All of this takes us to Act 3. We’ll call it the “Finale Of Opportunity and Excuse.” This is where the production gets really interesting because Rodgers just gave Jordan Love an opportunity he never should have had. Not only two weeks of first-team practice snaps while Rodgers sits to the side in his 10-day purgatory, but also at least one game against the Kansas City Chiefs this weekend. And maybe a second against the Seattle Seahawks the following week. For a front office that has wanted to get a look at Love, there will be no better snapshot than the next 10 days, all showcasing what life would be like preparing him to be the starter in a meaningful situation. Not to mention giving fans a sneak preview of what could be in the pipeline. That’s the opportunity. And on the other side of it is the excuse. The one Gutekunst will have if Love flourishes inside this window. If the front office has indeed been planning to write Rodgers out of the team’s future plans, he may have just handed it a quill and ink.

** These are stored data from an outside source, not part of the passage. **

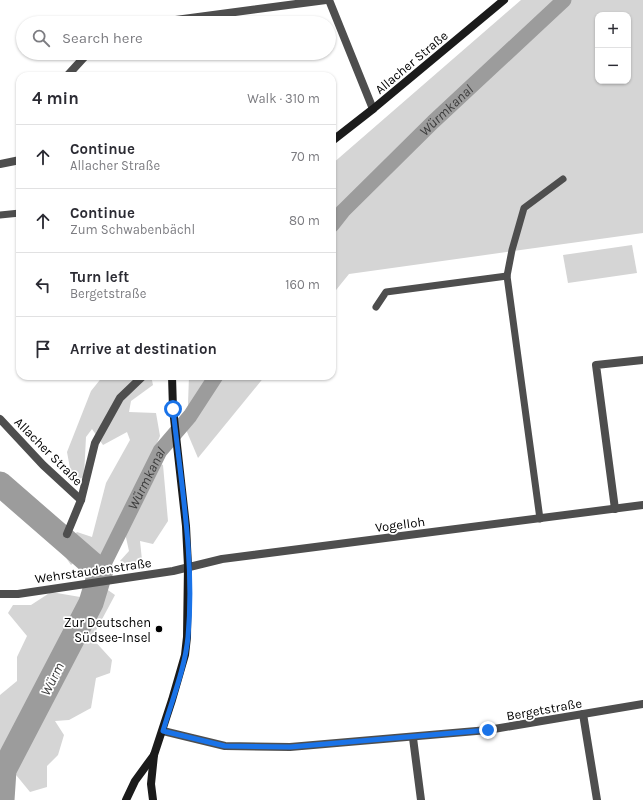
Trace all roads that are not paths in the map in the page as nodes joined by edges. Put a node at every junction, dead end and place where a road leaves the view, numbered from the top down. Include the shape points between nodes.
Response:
1 (327, 0) edge
2 (504, 0) edge
3 (206, 16) edge
4 (334, 16) edge
5 (336, 21) edge
6 (82, 60) edge
7 (71, 72) edge
8 (373, 109) junction
9 (336, 138) edge
10 (16, 161) edge
11 (0, 164) edge
12 (563, 179) dead end
13 (16, 213) edge
14 (0, 215) edge
15 (507, 276) junction
16 (376, 307) dead end
17 (643, 360) edge
18 (139, 380) edge
19 (172, 380) edge
20 (0, 419) edge
21 (81, 500) junction
22 (643, 505) edge
23 (615, 509) junction
24 (540, 519) junction
25 (67, 534) dead end
26 (188, 566) junction
27 (0, 594) edge
28 (643, 704) edge
29 (583, 714) junction
30 (163, 731) junction
31 (413, 738) junction
32 (154, 755) junction
33 (126, 800) edge
34 (153, 800) edge
35 (421, 800) edge
36 (597, 800) edge

1 - 3 street
1 - 4 street
2 - 8 street, Allacher Straße
5 - 8 street
6 - 7 street
8 - 9 street, Allacher Straße
10 - 11 street
12 - 15 lane via 524,208
13 - 14 lane
15 - 16 lane via 386,292
15 - 24 lane
17 - 23 street via 596,365
18 - 21 street, Allacher Straße via 120,398 95,443
19 - 26 street
20 - 21 street, Allacher Straße via 43,465
21 - 25 street, Allacher Straße
22 - 23 street, Vogelloh
23 - 24 street, Vogelloh
24 - 26 street, Vogelloh via 314,546
26 - 27 street, Wehrstaudenstraße via 173,571 18,594
26 - 30 street via 185,655
28 - 29 street, Bergetstraße
29 - 31 street, Bergetstraße via 488,730
29 - 36 street
30 - 31 street, Bergetstraße via 225,746 251,747 290,747
30 - 32 street
31 - 35 street
32 - 33 street
32 - 34 street via 151,784

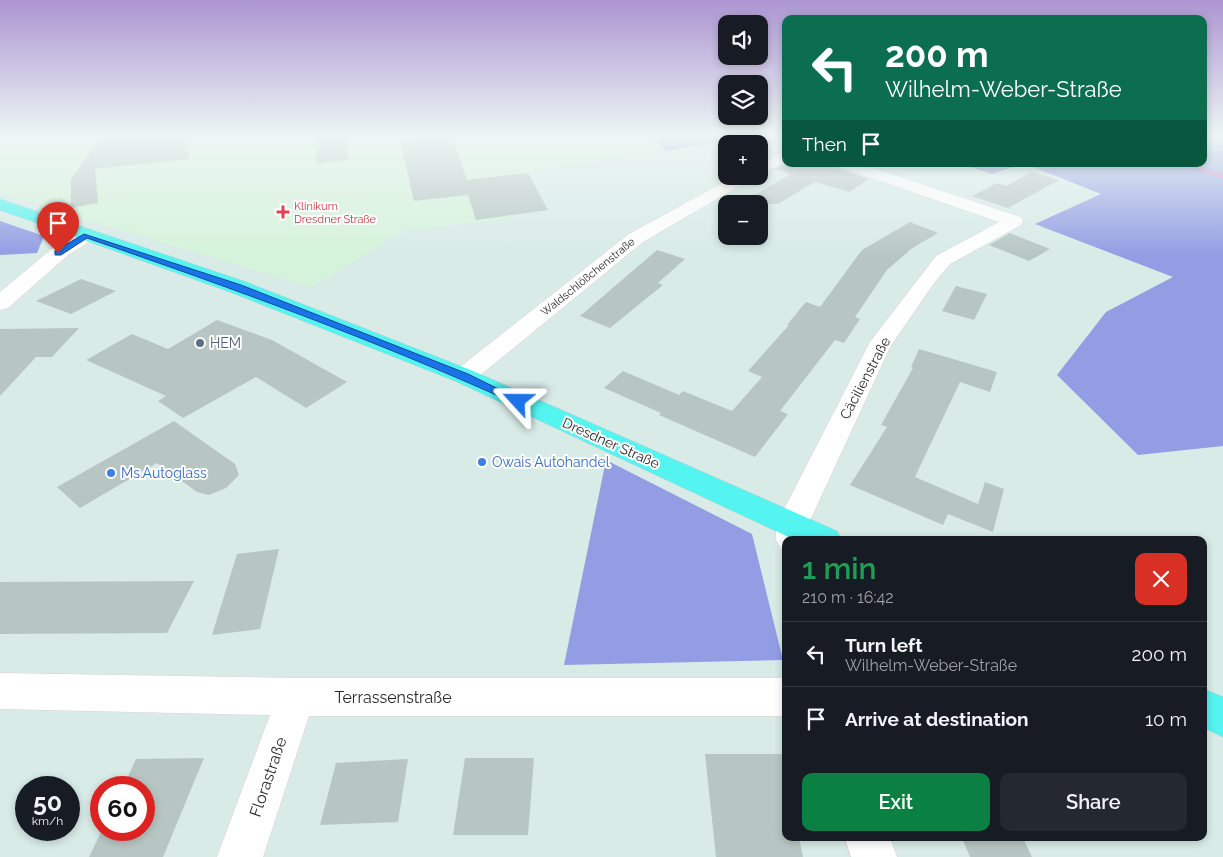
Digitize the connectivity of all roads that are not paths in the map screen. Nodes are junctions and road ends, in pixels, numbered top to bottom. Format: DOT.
graph roads {
  1 [pos="881,176"];
  2 [pos="732,185"];
  3 [pos="0,204"];
  4 [pos="87,235"];
  5 [pos="0,303"];
  6 [pos="464,376"];
  7 [pos="792,532"];
  8 [pos="809,536"];
  9 [pos="0,691"];
  10 [pos="296,697"];
  11 [pos="782,697"];
  12 [pos="1207,709"];
  13 [pos="1223,717"];
  14 [pos="869,841"];
  15 [pos="240,857"];
  16 [pos="874,857"];
  1 -- 7 [label="street, Cäcilienstraße"];
  2 -- 6 [label="street, Waldschlößchenstraße"];
  3 -- 4 [label="main road, Dresdner Straße"];
  4 -- 5 [label="street"];
  4 -- 6 [label="main road, Dresdner Straße"];
  6 -- 7 [label="main road, Dresdner Straße"];
  7 -- 8 [label="main road, Dresdner Straße"];
  9 -- 10 [label="street, Terrassenstraße"];
  10 -- 11 [label="street, Terrassenstraße"];
  10 -- 15 [label="street, Florastraße"];
  12 -- 13 [label="main road"];
  14 -- 16 [label="street"];
}
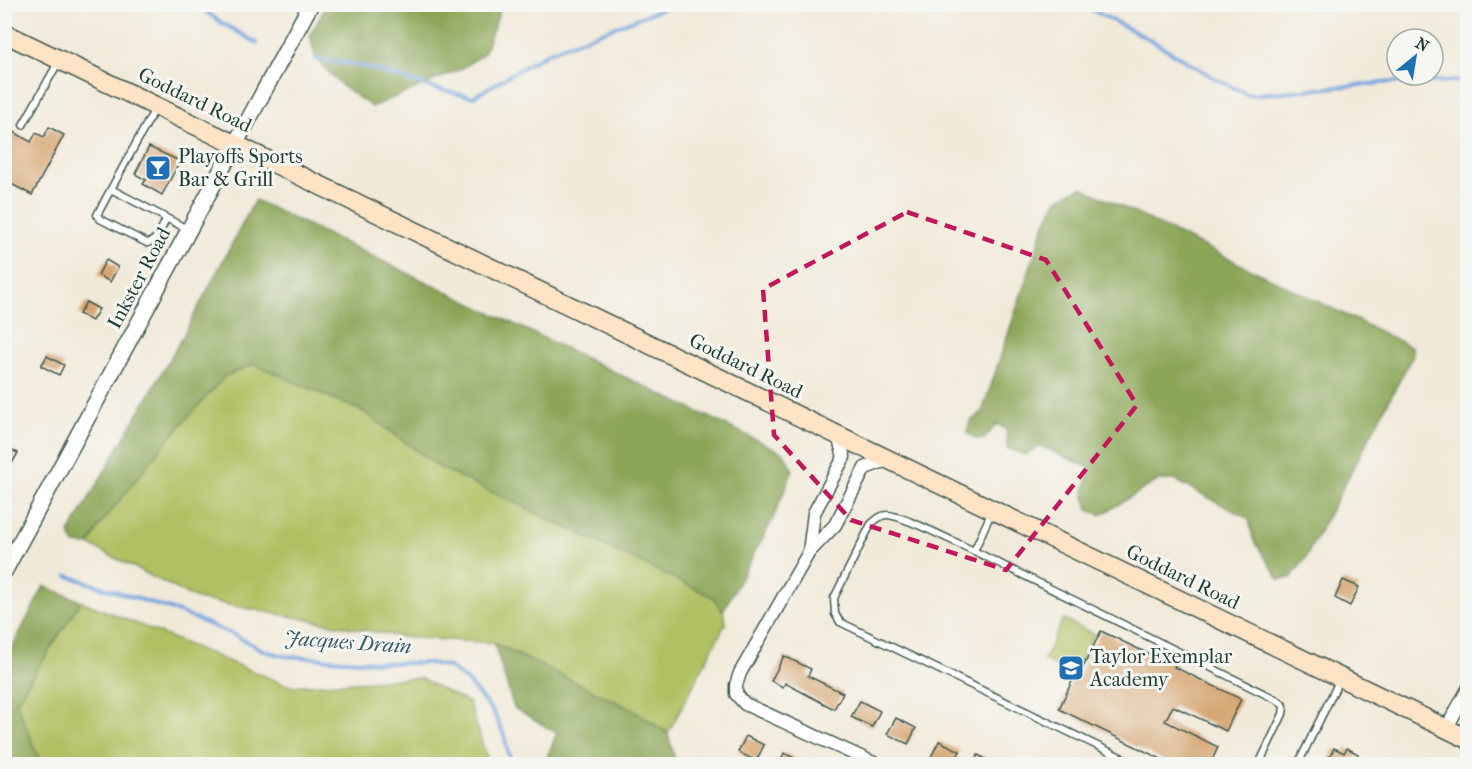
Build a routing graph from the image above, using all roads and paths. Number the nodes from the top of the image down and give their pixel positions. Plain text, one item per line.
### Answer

What this is all about — if we remove the arguments about vaccine mandates and scrutiny — is that Rodgers knew months ago that not getting the shot was putting him at risk of getting forced into this 10-day purgatory. And that this 10-day purgatory could cost him at least one game and possibly two. The latter would have definitely happened if Rodgers had tested positive for COVID on Thursday instead of Wednesday. Despite all of that knowledge he decided against it. Now the Packers are eight games into a season where their home-field advantage might be decided by a single game. And he has put himself into a position where he’ll be missing one.
That decision matters, particularly in a season when he spoke about coming back to the team and being there for the guys in the locker room. Well, Jordan Love is that guy for a spell. The dance card is his, and the locker room has been immunized from Rodgers for the interim. And the roots of a future without Aaron Rodgers may go a little deeper because of it.